We initiate a study of the geometry of the visual representation space —the information channel from the vision encoder to the action decoder— in an image-based control pipeline learned from behavior cloning. Inspired by the phenomenon of neural collapse (NC) in image classification (Papyan et al., 2020), we empirically demonstrate the prevalent emergence of a similar law of clustering in the visual representation space. Specifically,

  • In discrete image-based control (e.g., Lunar Lander), the visual representations cluster according to the natural discrete action labels;
  • In continuous image-based control (e.g., Planar Pushing and Block Stacking), the clustering emerges according to control-oriented classes that are based on (a) the relative pose between the object and the target in the input or (b) the relative pose of the object induced by expert actions in the output. Each of the classes corresponds to one relative pose orthant (Repo).

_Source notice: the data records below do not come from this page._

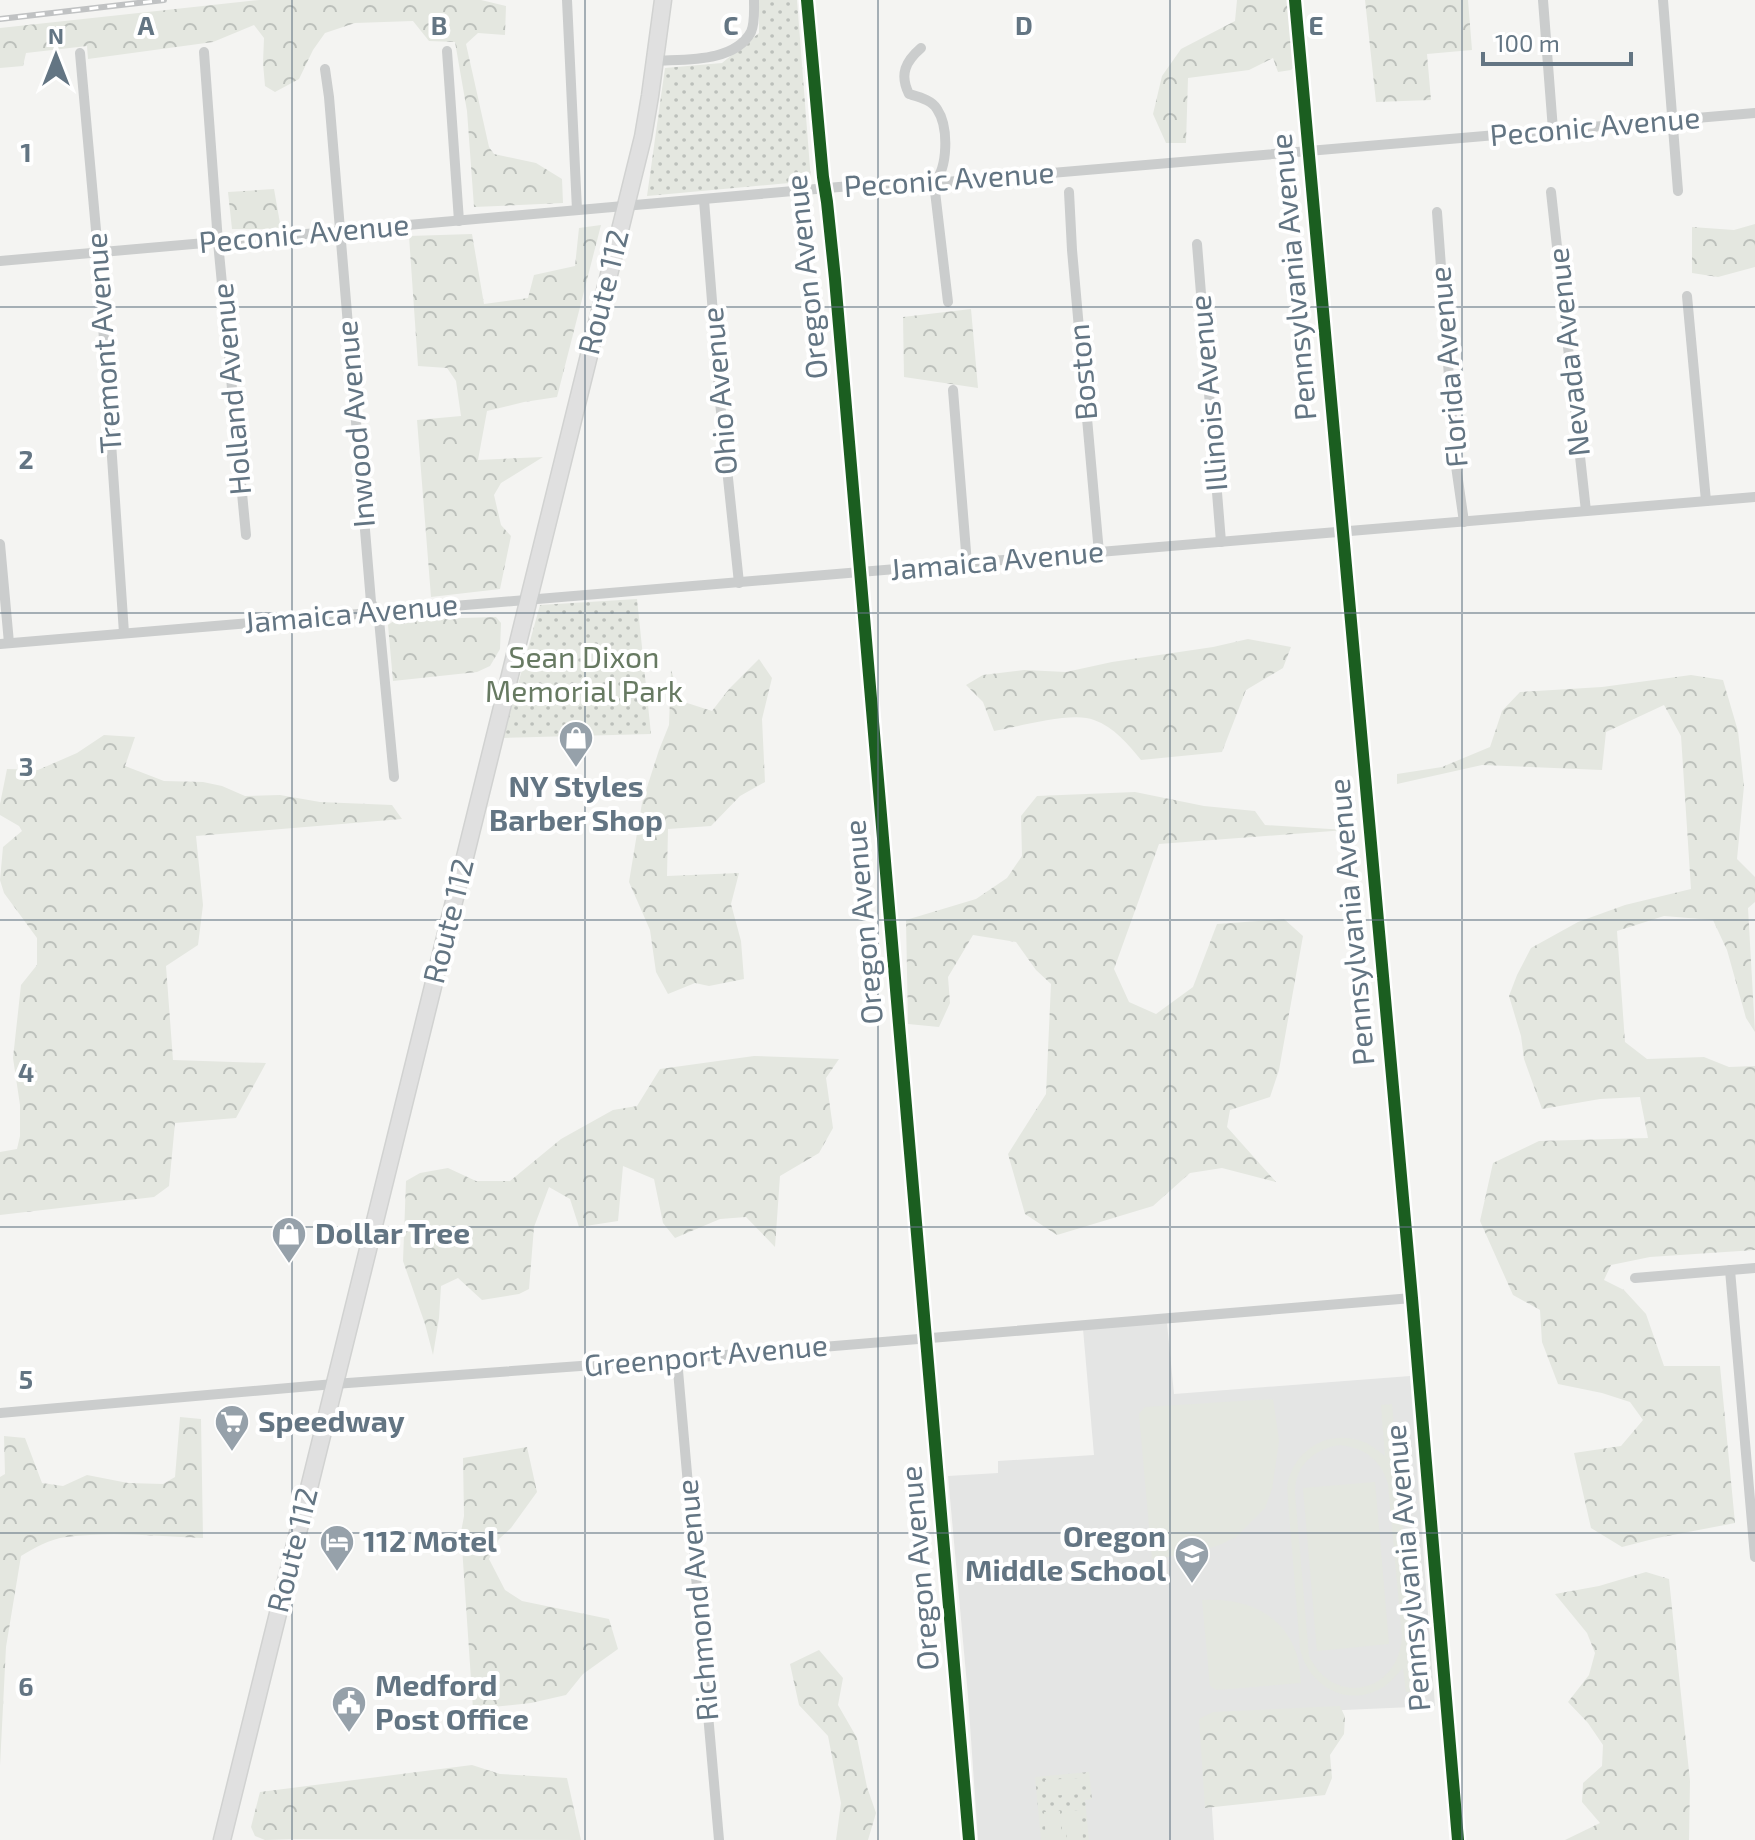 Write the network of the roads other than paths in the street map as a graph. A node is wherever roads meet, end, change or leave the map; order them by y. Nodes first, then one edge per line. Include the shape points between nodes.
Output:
1 (567, 0) edge
2 (663, 0) edge
3 (754, 0) edge
4 (807, 0) edge
5 (1295, 0) edge
6 (1543, 0) edge
7 (1663, 0) edge
8 (921, 48) dead end
9 (447, 51) dead end
10 (204, 52) dead end
11 (80, 53) dead end
12 (655, 61) junction
13 (325, 69) dead end
14 (1755, 113) edge
15 (1672, 120) junction
16 (1553, 130) junction
17 (1308, 151) junction
18 (934, 183) junction
19 (825, 189) junction
20 (1678, 191) dead end
21 (1069, 192) dead end
22 (1551, 192) dead end
23 (704, 200) junction
24 (626, 206) junction
25 (577, 210) junction
26 (1437, 212) dead end
27 (459, 221) junction
28 (340, 232) junction
29 (218, 242) junction
30 (1197, 244) dead end
31 (98, 252) junction
32 (0, 261) edge
33 (1687, 296) dead end
34 (948, 302) dead end
35 (953, 390) dead end
36 (1755, 497) edge
37 (1706, 501) junction
38 (1586, 511) junction
39 (1464, 522) junction
40 (1344, 532) junction
41 (246, 535) dead end
42 (1221, 542) junction
43 (0, 544) edge
44 (1099, 553) junction
45 (967, 564) junction
46 (860, 573) junction
47 (739, 583) junction
48 (528, 600) junction
49 (376, 611) junction
50 (124, 633) junction
51 (4, 644) edge
52 (394, 777) dead end
53 (1755, 1268) edge
54 (1730, 1270) junction
55 (1635, 1278) dead end
56 (1412, 1298) junction
57 (926, 1337) junction
58 (677, 1359) junction
59 (334, 1384) junction
60 (0, 1413) edge
61 (1755, 1557) edge
62 (224, 1839) edge
63 (719, 1840) edge
64 (969, 1840) edge
65 (1458, 1840) edge

1 - 25 street
2 - 12 main road, Route 112
3 - 12 street via 751,32 736,48 714,56
4 - 19 street, Oregon Avenue
5 - 17 street, Pennsylvania Avenue
6 - 16 street
7 - 15 street
8 - 18 street via 909,59 906,87 909,94 937,107 942,120 946,140 941,175
9 - 27 street
10 - 29 street, Holland Avenue
11 - 31 street, Tremont Avenue
12 - 24 main road, Route 112
13 - 28 street, Inwood Avenue
14 - 15 street, Peconic Avenue
15 - 16 street, Peconic Avenue
15 - 20 street
16 - 17 street, Peconic Avenue
17 - 18 street, Peconic Avenue
17 - 40 street, Pennsylvania Avenue
18 - 19 street, Peconic Avenue
18 - 34 street
19 - 23 street, Peconic Avenue
19 - 46 street, Oregon Avenue
21 - 44 street, Boston
22 - 38 street, Nevada Avenue
23 - 24 street, Peconic Avenue
23 - 47 street, Ohio Avenue
24 - 25 street, Peconic Avenue
24 - 48 main road, Route 112
25 - 27 street, Peconic Avenue
26 - 39 street, Florida Avenue
27 - 28 street, Peconic Avenue
28 - 29 street, Peconic Avenue
28 - 49 street, Inwood Avenue via 371,602
29 - 31 street, Peconic Avenue
29 - 41 street, Holland Avenue
30 - 42 street, Illinois Avenue
31 - 32 street, Peconic Avenue
31 - 50 street, Tremont Avenue
33 - 37 street
35 - 45 street
36 - 37 street, Jamaica Avenue
37 - 38 street, Jamaica Avenue
38 - 39 street, Jamaica Avenue
39 - 40 street, Jamaica Avenue
40 - 42 street, Jamaica Avenue
40 - 56 street, Pennsylvania Avenue
42 - 44 street, Jamaica Avenue
43 - 51 street
44 - 45 street, Jamaica Avenue
45 - 46 street, Jamaica Avenue
46 - 47 street, Jamaica Avenue
46 - 57 street, Oregon Avenue
47 - 48 street, Jamaica Avenue
48 - 49 street, Jamaica Avenue
48 - 59 main road, Route 112
49 - 50 street, Jamaica Avenue
49 - 52 street, Inwood Avenue
50 - 51 street, Jamaica Avenue
53 - 54 street
54 - 55 street
54 - 61 street
56 - 57 street, Greenport Avenue
56 - 65 street, Pennsylvania Avenue
57 - 58 street, Greenport Avenue
57 - 64 street, Oregon Avenue
58 - 59 street, Greenport Avenue
58 - 63 street, Richmond Avenue
59 - 60 street, Greenport Avenue
59 - 62 main road, Route 112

Beyond empirical observation, we show such a law of clustering can be leveraged as an algorithmic tool to improve test-time performance when training a policy with a limited amount of expert demonstrations. Particularly, we pretrain the vision encoder using NC as a regularization to encourage control-oriented clustering of the visual features. Surprisingly, such an NC-pretrained vision encoder, when finetuned end-to-end with the action decoder, boosts the test-time performance by 10% to 35% in the low-data regime. Real-world vision-based planar pushing experiments confirmed the surprising advantage of control-oriented visual representation pretraining.

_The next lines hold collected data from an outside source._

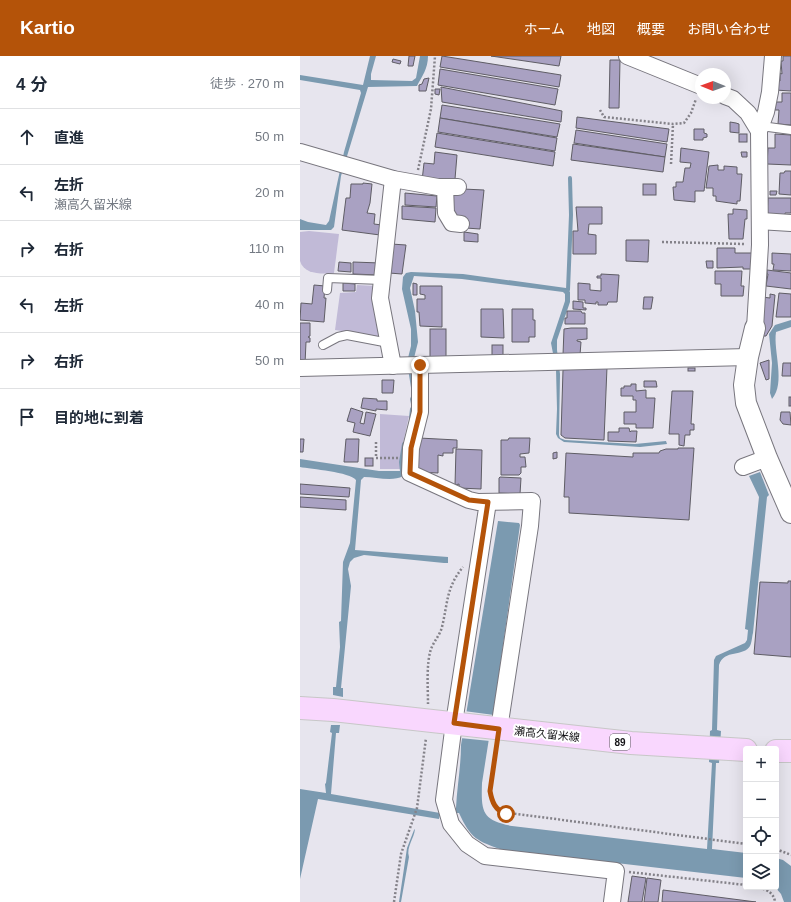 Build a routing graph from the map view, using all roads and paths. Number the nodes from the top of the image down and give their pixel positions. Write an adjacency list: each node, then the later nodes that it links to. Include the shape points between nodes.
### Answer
1 (435, 56): 14 (path, via 431,109)
2 (627, 56): 4 (street)
3 (773, 56): 9 (street, via 770,92)
4 (695, 88)
5 (731, 98): 9 (street)
6 (695, 103): 8 (path, via 684,122)
7 (600, 110): 8 (path, via 604,117)
8 (673, 124): 12 (path)
9 (760, 128): 10 (lane); 15 (street)
10 (791, 130)
11 (300, 152): 13 (street)
12 (671, 164)
13 (393, 179): 14 (street); 20 (street)
14 (415, 182): 17 (street, via 451,187 446,213 452,223)
15 (760, 221): 16 (street); 19 (street)
16 (791, 223)
17 (462, 224)
18 (662, 242): 19 (path)
19 (760, 244): 22 (street)
20 (382, 280): 21 (lane, via 328,278); 23 (street, via 380,298)
21 (327, 290)
22 (755, 328): 25 (street)
23 (389, 343): 24 (lane, via 347,335); 27 (street)
24 (323, 345)
25 (748, 357): 26 (street); 31 (street, via 744,385 746,403)
26 (420, 365): 27 (street); 30 (street, via 420,412)
27 (392, 366): 28 (street)
28 (300, 368)
29 (376, 442): 30 (path, via 376,458)
30 (410, 458): 33 (street, via 410,473 469,500)
31 (767, 458): 32 (street); 34 (street)
32 (743, 467)
33 (488, 502): 35 (street); 39 (street, via 532,501)
34 (791, 513)
35 (480, 550): 37 (path, via 457,574 448,593 442,628 431,650); 38 (street)
36 (300, 708): 38 (main road, 瀬高久留米線 / 89)
37 (428, 708)
38 (457, 724): 39 (main road, 瀬高久留米線 / 89); 47 (street, via 444,800 451,824 468,844 485,856)
39 (497, 729): 41 (main road, 瀬高久留米線 / 89, via 631,743); 44 (path, via 490,791 495,807 502,812)
40 (426, 737): 50 (path, via 418,808 401,854)
41 (743, 750)
42 (791, 750): 43 (main road)
43 (779, 751)
44 (743, 844)
45 (779, 850): 46 (path)
46 (791, 855)
47 (616, 871): 48 (path); 51 (street)
48 (743, 885)
49 (768, 890): 52 (path, via 775,898)
50 (394, 902)
51 (612, 902)
52 (775, 902) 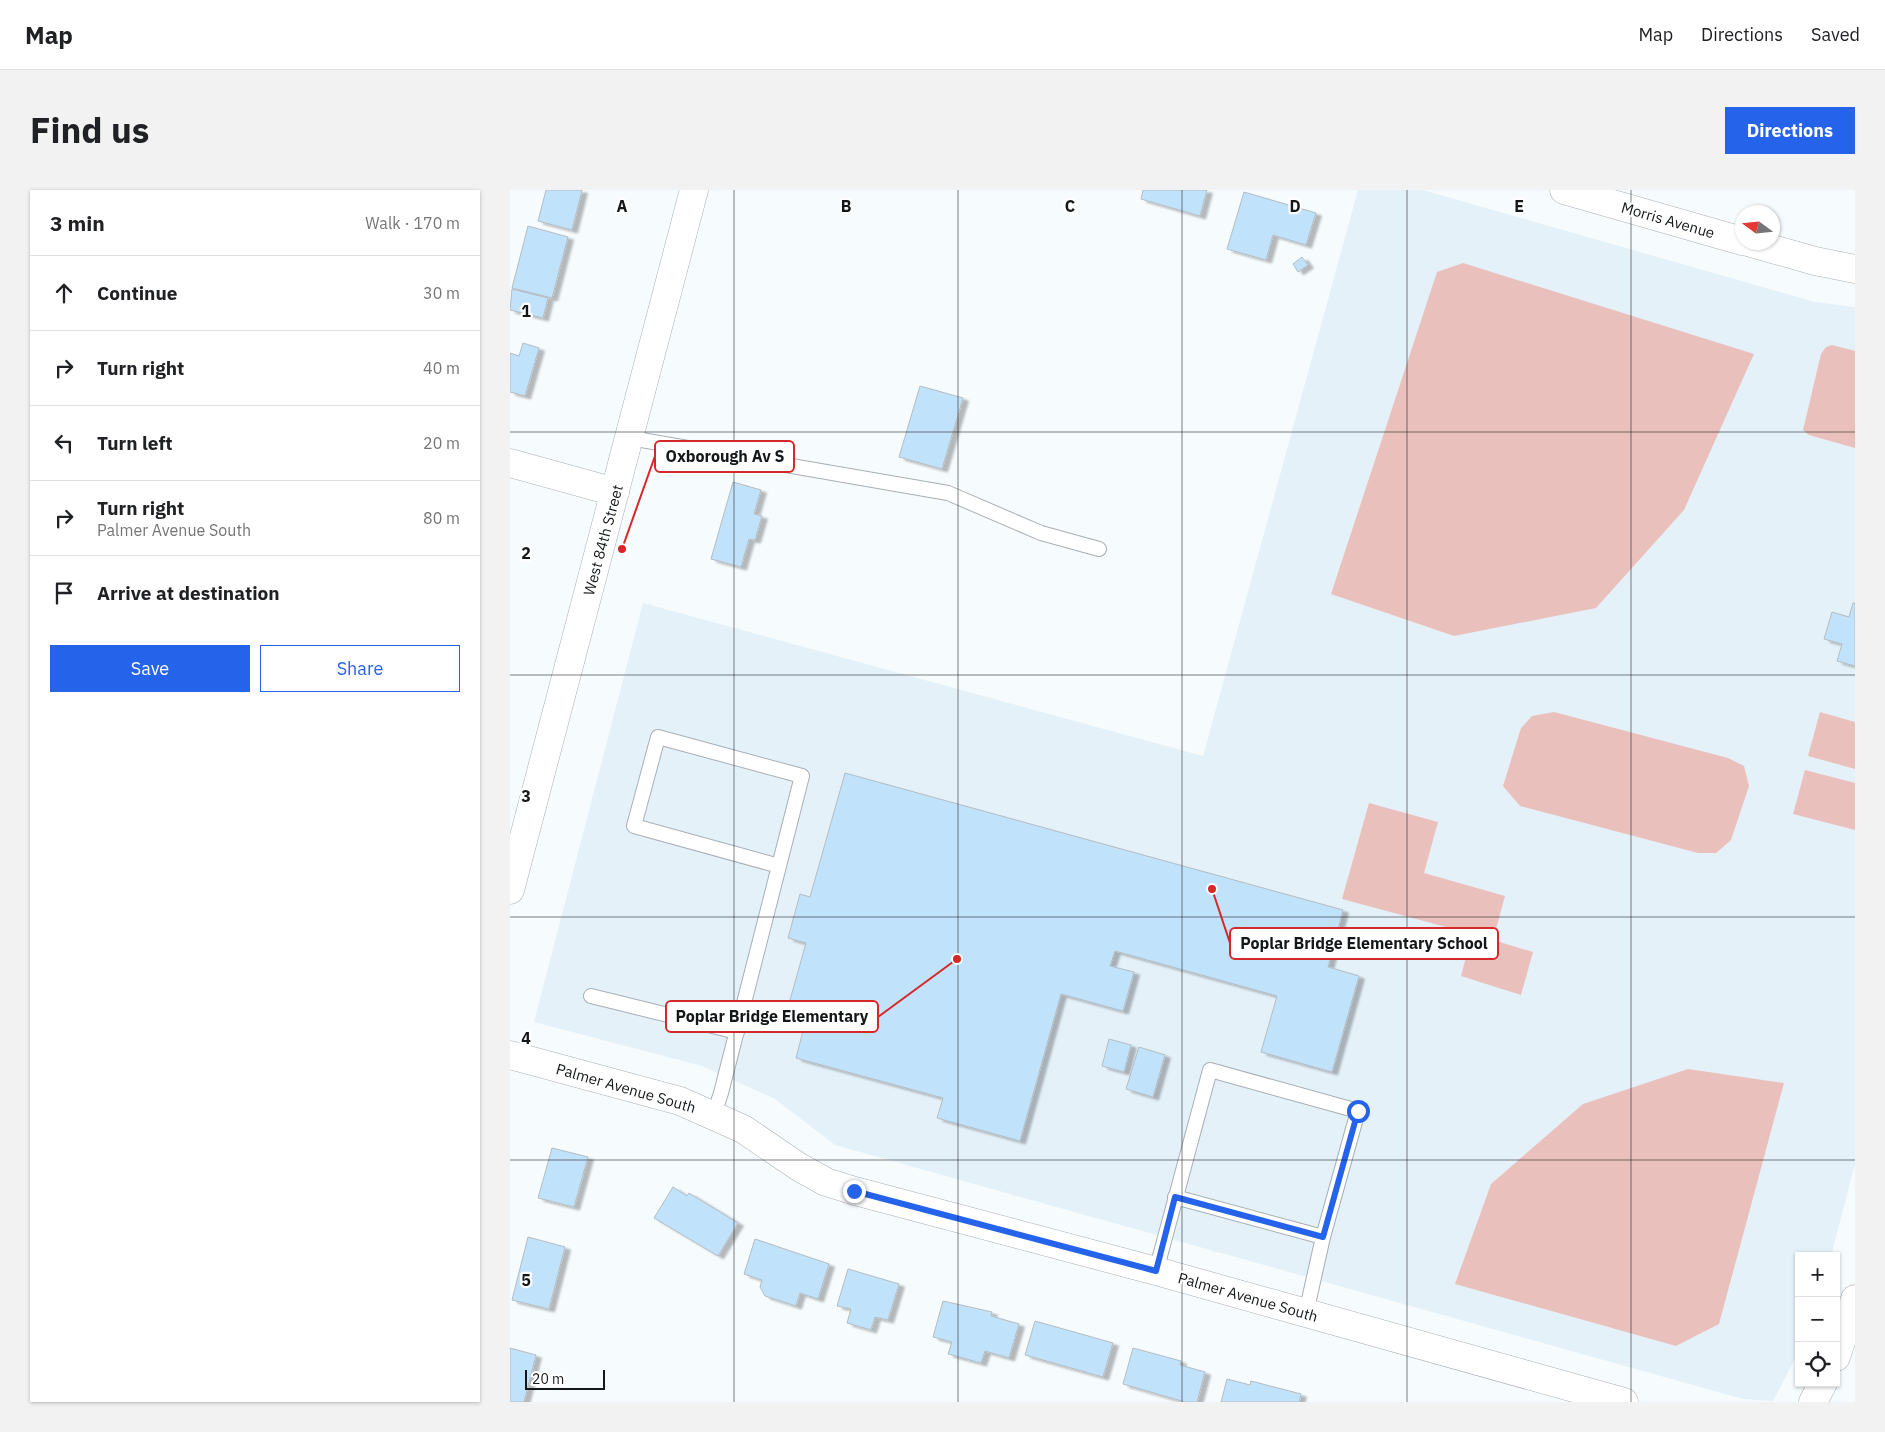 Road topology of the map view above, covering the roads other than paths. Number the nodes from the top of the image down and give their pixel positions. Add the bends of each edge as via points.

Neural Collapse in Image Classification

Neural Collapse (NC) is a clustering phenomenon which was firstly observed by Papyan et al. (2020). It illustrates an elegant geometric structure of the last-layer feature and classifier for a well-trained model in classification tasks. In particular, NC refers to a set of four manifestations in the representation space (i.e., the penultimate layer):

  1. (NC1) Variability collapse: feature vectors of the same class converge to their class mean.
  2. (NC2) Simplex ETF: globally-centered class mean vectors converge to a geometric configuration known as Simplex Equiangular Tight Frame (ETF), i.e., mean vectors have the same lengths and form equal angles pairwise.
  3. (NC3) Self-duality: the class means and the last-layer linear classifiers are self-dual.
  4. (NC4) Nearest class-center prediction: the network predicts the class whose mean vector has the minimum Euclidean distance to the feature of the test image.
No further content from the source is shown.